Data records:
::::::

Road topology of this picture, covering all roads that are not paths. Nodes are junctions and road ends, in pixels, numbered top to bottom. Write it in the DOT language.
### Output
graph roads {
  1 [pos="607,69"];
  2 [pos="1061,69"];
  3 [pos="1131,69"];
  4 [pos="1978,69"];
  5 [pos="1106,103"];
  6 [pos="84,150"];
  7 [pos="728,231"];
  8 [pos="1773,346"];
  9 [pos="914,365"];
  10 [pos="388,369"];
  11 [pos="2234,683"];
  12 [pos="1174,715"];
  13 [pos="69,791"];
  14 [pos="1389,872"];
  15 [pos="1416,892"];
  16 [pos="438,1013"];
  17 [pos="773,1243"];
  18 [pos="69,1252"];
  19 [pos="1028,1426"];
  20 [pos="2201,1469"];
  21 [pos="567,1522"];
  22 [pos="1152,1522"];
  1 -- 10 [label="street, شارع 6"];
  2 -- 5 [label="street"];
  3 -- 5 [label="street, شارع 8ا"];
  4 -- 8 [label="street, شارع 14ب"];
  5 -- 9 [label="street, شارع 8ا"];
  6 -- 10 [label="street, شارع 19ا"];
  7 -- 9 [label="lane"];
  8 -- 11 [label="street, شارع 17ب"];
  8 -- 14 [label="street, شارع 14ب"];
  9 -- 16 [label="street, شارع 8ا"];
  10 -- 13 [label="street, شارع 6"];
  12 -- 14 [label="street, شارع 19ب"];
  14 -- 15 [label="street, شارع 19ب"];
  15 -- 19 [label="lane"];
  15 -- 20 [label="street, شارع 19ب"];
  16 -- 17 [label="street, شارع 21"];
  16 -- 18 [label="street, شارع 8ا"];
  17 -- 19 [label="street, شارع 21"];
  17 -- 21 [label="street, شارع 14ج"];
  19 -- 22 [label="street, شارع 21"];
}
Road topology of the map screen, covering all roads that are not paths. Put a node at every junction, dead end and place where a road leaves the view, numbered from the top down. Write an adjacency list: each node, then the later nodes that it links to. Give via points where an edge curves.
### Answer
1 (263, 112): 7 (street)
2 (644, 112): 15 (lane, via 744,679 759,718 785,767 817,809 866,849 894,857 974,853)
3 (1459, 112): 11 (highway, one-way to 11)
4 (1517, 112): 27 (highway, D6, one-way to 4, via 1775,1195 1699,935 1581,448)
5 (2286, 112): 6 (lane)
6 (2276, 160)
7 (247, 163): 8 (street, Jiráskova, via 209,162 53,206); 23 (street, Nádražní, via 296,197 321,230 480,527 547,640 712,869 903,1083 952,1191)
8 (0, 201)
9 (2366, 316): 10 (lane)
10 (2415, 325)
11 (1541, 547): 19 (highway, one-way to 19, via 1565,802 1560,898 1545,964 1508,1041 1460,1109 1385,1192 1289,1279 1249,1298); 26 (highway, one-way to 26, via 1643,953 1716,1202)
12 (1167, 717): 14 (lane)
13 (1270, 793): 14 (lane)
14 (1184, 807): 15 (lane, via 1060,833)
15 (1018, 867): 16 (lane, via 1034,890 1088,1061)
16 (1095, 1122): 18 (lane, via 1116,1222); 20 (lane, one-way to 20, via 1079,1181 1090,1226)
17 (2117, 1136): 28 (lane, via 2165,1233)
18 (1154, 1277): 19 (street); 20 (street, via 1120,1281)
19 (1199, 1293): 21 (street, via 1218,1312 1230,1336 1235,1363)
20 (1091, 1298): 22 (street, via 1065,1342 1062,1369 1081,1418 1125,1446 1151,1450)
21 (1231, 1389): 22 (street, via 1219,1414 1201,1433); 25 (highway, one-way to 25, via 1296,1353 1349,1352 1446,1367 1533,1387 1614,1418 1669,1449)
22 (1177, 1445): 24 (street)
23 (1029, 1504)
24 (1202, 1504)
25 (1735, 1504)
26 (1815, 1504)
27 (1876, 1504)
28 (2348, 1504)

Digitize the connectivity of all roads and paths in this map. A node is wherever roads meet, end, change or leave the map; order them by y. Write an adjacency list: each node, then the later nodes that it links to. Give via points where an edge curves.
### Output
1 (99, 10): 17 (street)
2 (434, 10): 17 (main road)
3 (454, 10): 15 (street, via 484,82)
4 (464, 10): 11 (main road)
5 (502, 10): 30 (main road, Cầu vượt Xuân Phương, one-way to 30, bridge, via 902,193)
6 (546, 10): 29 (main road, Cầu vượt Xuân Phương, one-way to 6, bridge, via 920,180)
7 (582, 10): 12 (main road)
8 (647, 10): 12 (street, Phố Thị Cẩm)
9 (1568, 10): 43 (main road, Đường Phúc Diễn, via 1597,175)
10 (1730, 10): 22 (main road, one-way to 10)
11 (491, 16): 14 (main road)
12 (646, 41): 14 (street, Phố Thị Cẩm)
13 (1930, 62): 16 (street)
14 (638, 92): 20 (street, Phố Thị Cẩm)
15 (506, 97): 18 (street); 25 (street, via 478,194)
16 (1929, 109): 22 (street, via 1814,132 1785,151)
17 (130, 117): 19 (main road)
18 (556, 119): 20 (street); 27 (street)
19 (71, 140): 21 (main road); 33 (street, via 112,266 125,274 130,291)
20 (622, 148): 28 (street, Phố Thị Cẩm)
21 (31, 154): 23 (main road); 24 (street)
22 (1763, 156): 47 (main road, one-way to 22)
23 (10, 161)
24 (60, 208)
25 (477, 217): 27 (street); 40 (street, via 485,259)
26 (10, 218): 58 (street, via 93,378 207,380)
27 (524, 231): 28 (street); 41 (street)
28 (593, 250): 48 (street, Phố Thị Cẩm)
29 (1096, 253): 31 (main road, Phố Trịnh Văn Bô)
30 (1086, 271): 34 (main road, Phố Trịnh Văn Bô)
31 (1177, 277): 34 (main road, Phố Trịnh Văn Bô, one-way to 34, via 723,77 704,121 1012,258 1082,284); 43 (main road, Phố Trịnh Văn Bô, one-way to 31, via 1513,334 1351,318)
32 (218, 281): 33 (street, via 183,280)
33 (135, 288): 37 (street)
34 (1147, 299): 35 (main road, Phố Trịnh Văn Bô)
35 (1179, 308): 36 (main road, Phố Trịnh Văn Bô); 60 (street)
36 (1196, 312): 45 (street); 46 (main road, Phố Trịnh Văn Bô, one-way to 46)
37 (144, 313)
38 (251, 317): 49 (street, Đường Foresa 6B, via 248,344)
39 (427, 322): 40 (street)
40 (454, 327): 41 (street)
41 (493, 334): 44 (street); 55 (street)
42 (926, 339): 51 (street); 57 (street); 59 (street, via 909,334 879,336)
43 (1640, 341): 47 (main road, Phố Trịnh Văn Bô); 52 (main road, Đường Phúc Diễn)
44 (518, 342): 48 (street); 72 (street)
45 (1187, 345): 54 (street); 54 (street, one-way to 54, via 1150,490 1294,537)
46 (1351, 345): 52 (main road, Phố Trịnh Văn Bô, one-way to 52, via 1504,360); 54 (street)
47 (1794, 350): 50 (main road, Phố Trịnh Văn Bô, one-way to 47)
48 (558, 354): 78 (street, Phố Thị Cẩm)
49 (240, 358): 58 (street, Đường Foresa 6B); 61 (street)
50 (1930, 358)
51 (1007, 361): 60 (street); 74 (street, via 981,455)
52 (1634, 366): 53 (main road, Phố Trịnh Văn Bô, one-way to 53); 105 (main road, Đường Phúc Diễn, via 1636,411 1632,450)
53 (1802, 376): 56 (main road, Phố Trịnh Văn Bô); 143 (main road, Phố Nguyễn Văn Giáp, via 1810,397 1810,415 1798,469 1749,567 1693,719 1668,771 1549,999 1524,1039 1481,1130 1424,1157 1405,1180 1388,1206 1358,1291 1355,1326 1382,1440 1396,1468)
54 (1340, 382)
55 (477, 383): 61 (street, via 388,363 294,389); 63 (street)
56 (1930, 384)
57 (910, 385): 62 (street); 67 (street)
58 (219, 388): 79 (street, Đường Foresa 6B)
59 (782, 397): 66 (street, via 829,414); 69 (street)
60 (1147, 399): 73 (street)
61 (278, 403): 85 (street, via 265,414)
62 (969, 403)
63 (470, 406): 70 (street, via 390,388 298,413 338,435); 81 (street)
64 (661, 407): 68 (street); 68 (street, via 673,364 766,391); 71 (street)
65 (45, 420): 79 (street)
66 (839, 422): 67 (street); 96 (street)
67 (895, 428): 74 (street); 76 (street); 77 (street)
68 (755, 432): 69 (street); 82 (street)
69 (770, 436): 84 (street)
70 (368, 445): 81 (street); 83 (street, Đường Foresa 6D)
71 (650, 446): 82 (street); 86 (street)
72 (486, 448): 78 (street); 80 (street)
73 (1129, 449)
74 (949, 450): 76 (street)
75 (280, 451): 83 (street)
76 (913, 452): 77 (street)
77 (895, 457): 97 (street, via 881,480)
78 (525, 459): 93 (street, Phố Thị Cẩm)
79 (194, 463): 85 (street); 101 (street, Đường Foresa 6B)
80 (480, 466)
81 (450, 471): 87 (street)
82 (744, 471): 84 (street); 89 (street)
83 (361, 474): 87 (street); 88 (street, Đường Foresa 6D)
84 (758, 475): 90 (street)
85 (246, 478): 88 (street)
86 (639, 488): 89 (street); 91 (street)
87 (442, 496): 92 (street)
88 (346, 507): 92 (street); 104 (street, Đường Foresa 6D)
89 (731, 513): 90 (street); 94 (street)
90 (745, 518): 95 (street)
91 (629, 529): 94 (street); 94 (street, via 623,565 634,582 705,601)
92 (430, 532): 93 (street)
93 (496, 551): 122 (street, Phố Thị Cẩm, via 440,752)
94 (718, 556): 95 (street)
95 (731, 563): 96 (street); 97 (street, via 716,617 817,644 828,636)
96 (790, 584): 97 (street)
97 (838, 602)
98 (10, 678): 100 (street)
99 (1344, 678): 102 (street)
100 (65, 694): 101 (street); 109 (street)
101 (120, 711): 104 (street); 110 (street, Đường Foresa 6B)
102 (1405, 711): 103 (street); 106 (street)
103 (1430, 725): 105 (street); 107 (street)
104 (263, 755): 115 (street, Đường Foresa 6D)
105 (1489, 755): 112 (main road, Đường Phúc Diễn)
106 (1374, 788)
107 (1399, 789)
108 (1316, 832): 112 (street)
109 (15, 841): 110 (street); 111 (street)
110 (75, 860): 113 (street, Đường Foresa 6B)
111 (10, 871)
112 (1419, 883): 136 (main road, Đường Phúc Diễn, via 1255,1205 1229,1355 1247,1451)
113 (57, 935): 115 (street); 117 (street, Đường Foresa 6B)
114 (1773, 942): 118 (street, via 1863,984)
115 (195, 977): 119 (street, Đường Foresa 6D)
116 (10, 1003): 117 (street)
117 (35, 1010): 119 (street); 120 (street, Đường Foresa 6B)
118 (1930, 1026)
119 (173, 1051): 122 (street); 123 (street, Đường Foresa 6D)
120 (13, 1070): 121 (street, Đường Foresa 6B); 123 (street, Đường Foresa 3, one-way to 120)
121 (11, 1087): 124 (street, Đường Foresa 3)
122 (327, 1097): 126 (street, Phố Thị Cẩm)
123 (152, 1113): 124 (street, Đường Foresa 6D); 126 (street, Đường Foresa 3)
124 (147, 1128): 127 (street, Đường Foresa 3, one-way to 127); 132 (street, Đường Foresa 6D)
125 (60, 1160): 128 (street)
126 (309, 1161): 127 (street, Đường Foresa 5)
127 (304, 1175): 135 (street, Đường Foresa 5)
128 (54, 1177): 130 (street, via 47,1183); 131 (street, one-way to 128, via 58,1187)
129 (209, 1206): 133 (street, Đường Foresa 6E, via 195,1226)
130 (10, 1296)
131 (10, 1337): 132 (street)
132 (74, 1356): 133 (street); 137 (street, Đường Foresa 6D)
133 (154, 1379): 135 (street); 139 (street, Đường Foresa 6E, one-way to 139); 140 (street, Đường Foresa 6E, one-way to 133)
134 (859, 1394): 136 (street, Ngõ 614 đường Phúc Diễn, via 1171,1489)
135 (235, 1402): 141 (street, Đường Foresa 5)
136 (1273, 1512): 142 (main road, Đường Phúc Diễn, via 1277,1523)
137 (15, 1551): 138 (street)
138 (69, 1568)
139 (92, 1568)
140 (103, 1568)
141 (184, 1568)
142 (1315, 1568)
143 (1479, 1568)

::::::

Your task: Wherever a line in the data above holds "bridge", copy that line.

Answer below:
5 (502, 10): 30 (main road, Cầu vượt Xuân Phương, one-way to 30, bridge, via 902,193)
6 (546, 10): 29 (main road, Cầu vượt Xuân Phương, one-way to 6, bridge, via 920,180)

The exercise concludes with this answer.